Edith Stein

  

(* 12.10.1891 in Breslau, † August 1942 in Auschwitz-Birkenau)

Edith Teresia Hedwig Stein wurde als jüngstes von 11 Kindern geboren. Ihre Familie gehörte dem orthodoxen, jüdischen Glauben an. Edith‘s Mutter übernahm den Holzhandel ihres Vaters, der früh verstarb. So war der Lebensunterhalt der Familie gesichert und Edith, die früh durch ihre intelligente Begabung auffiel, konnte eine gute Schulbildung genießen.
Als Jugendliche hat sie sich kritisch mit dem jüdischen Glauben auseinandergesetzt und sich immer weiter davon entfernt.
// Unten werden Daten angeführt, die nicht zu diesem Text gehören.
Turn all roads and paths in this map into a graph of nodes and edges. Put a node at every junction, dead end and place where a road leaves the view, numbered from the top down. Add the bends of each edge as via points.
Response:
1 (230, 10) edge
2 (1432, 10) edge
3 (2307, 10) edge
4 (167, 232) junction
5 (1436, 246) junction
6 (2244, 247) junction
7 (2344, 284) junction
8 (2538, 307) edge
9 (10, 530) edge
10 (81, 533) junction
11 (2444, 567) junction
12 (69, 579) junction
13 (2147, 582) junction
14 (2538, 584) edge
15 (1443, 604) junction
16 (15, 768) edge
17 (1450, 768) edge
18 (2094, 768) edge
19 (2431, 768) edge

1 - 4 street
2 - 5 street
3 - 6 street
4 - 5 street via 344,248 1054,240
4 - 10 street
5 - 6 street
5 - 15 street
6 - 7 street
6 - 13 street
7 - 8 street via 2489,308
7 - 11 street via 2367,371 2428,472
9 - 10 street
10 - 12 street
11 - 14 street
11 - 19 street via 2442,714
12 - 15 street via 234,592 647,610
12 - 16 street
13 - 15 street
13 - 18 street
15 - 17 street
Nach dem Abitur im Jahr 1911 studierte sie in Breslau Germanistik, Geschichte und Psychologie. Doch das Studium der Psychologie gab sie bald auf, um sich der Philosophie zu widmen. Da ihr der Ansatz Edmund Husserls gut gefiel, wechselte sie den Studienort und ging nach Göttingen. Husserl wird ihr prägender philosophischer Lehrer. Ihren Abschluss zum Dr. phil. machte sie 1916 mit “summa cum laude” an der Universität Freiburg, bei Edmund Husserl. Obwohl sie einen Abschluss mit Auszeichnung hatte und eine Habilitation anstrebte, wurde ihr dies zeitlebens verweigert, zuerst weil sie eine Frau war und später im Nationalsozialismus, weil sie Jüdin war.
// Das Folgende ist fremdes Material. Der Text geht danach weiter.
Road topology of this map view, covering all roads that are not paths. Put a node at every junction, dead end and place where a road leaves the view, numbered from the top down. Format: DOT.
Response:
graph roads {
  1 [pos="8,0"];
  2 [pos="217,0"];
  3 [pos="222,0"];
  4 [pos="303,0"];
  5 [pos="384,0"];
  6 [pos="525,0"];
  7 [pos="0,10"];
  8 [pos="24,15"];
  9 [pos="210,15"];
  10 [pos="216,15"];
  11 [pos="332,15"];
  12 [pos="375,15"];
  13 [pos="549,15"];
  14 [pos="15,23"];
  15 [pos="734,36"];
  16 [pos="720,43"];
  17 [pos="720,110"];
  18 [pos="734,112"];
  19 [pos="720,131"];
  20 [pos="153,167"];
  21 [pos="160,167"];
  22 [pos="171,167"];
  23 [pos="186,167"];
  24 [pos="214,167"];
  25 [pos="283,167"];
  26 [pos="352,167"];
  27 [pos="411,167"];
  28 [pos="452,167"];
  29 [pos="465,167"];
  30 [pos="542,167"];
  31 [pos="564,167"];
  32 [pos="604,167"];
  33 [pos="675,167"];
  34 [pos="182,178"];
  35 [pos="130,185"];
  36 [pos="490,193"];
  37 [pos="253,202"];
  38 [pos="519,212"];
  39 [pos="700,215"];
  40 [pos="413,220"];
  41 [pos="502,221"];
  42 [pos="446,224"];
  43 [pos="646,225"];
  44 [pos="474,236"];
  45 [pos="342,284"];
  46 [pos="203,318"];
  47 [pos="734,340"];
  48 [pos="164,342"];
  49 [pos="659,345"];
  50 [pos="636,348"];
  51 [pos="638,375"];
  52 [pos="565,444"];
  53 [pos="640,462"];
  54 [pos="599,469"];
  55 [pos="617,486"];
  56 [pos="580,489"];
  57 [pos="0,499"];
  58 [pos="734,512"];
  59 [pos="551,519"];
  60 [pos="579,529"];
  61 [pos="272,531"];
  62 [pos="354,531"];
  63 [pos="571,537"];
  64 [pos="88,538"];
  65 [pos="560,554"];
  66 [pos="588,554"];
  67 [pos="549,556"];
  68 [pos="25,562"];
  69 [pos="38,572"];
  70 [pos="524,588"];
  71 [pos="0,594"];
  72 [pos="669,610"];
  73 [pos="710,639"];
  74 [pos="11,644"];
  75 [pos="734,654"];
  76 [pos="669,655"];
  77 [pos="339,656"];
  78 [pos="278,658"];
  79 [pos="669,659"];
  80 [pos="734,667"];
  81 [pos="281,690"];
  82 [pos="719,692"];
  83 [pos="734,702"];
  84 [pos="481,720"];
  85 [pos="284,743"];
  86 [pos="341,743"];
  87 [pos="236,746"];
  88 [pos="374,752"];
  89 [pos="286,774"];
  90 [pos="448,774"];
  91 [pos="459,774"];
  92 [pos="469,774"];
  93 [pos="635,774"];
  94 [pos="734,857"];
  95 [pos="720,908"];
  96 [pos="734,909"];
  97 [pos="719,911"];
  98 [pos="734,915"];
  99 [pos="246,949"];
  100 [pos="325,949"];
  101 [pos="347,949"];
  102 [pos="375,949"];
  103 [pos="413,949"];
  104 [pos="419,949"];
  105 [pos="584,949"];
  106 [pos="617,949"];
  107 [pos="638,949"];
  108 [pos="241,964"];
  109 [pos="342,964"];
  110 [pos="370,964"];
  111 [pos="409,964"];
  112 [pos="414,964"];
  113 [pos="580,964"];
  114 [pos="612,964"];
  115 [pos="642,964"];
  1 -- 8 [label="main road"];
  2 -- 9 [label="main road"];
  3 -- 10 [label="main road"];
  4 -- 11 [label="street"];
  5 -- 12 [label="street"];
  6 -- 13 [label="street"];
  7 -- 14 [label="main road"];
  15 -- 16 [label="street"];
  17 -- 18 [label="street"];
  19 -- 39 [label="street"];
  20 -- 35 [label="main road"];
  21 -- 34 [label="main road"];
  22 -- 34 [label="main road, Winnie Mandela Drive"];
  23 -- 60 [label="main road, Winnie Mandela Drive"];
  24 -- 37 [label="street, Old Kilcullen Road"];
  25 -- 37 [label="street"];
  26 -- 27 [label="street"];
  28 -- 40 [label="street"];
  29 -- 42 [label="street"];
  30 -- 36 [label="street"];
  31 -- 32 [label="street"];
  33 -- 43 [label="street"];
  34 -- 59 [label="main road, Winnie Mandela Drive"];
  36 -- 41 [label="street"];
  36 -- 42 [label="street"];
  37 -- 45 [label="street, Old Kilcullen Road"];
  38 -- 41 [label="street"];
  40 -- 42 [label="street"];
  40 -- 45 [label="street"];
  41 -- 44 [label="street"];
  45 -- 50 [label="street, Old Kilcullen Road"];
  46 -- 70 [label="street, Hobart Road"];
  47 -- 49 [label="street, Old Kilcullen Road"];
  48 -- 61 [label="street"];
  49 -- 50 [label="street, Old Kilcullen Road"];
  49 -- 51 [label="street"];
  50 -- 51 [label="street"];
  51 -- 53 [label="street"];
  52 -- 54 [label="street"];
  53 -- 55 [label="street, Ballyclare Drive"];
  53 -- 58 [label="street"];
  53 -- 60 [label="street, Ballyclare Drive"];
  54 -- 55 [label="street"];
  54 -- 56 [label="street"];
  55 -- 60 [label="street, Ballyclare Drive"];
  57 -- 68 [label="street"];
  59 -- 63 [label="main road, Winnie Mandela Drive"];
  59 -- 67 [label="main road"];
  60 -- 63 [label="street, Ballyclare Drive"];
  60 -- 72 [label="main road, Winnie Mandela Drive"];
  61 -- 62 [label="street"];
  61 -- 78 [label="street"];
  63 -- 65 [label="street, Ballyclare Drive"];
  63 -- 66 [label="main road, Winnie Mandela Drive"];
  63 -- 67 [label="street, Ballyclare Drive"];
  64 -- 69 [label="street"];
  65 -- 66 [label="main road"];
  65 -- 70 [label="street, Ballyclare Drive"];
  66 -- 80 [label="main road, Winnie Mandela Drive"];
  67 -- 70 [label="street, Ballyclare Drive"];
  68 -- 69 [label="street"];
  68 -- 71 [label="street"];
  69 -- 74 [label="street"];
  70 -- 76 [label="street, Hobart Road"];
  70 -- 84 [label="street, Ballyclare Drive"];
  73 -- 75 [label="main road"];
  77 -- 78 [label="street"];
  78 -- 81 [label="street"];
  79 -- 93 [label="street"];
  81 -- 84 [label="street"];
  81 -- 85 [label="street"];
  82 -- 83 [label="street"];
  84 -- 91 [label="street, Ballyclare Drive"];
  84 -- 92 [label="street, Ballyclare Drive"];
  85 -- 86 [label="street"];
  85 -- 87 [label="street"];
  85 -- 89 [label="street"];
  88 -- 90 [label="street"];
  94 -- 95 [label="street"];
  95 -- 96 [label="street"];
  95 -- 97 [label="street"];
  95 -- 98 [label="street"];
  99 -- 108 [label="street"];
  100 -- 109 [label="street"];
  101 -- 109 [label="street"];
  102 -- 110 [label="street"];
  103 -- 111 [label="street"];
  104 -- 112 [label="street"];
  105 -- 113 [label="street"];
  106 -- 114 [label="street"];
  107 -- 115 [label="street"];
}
Ihr Leben änderte sich nach dem Studium der Autobiographie von Therese von Avila. Sie ließ sich am 1. Januar 1922 in Bergzabern in der Pfalz taufen.
Sie arbeitete als Lehrerin und auch als Dozentin im Collegium Marianum. Sie hielt Vorträge zur Frauenfrage und zu Problemen der neueren Mädchenbildung. Unter dem Nationalsozialismus durfte sie ihren Beruf aufgrund ihrer jüdischen Herkunft nicht mehr ausüben.
Im Jahre 1933 trat sie in Köln den Unbeschuhten Karmelitinnen als Teresia Benedicta vom Kreuz bei. Bald schon muss sie auf Grund ihrer jüdischen Abstammung Deutschland verlassen. Sie emigriert mit ihrer Schwester Rosa nach Echt in den Niederlanden. Am 2. August wird sie mit ihrer Schwester von der Gestapo verhaftet und im Sammellager Westerbork in den Niederlanden interniert. Am 7. August erfolgt ihre Deportation nach Auschwitz. Dort wird sie am 9. August mit ihrer Schwester in der Gaskammer ermordet.
1961 wird das erste deutsche Edith-Stein-Archiv in Köln eröffnet. Aufgrund ihres Wirkens wurde sie am 1. Mai 1987 in Köln durch Papst Johannes Paul II. selig und am 11. Oktober 1998 in Rom heiliggesprochen. 1999 wurde Edith Stein – zusammen mit den Heiligen Birgitta und Katharina von Siena – zur Patronin Europas erklärt.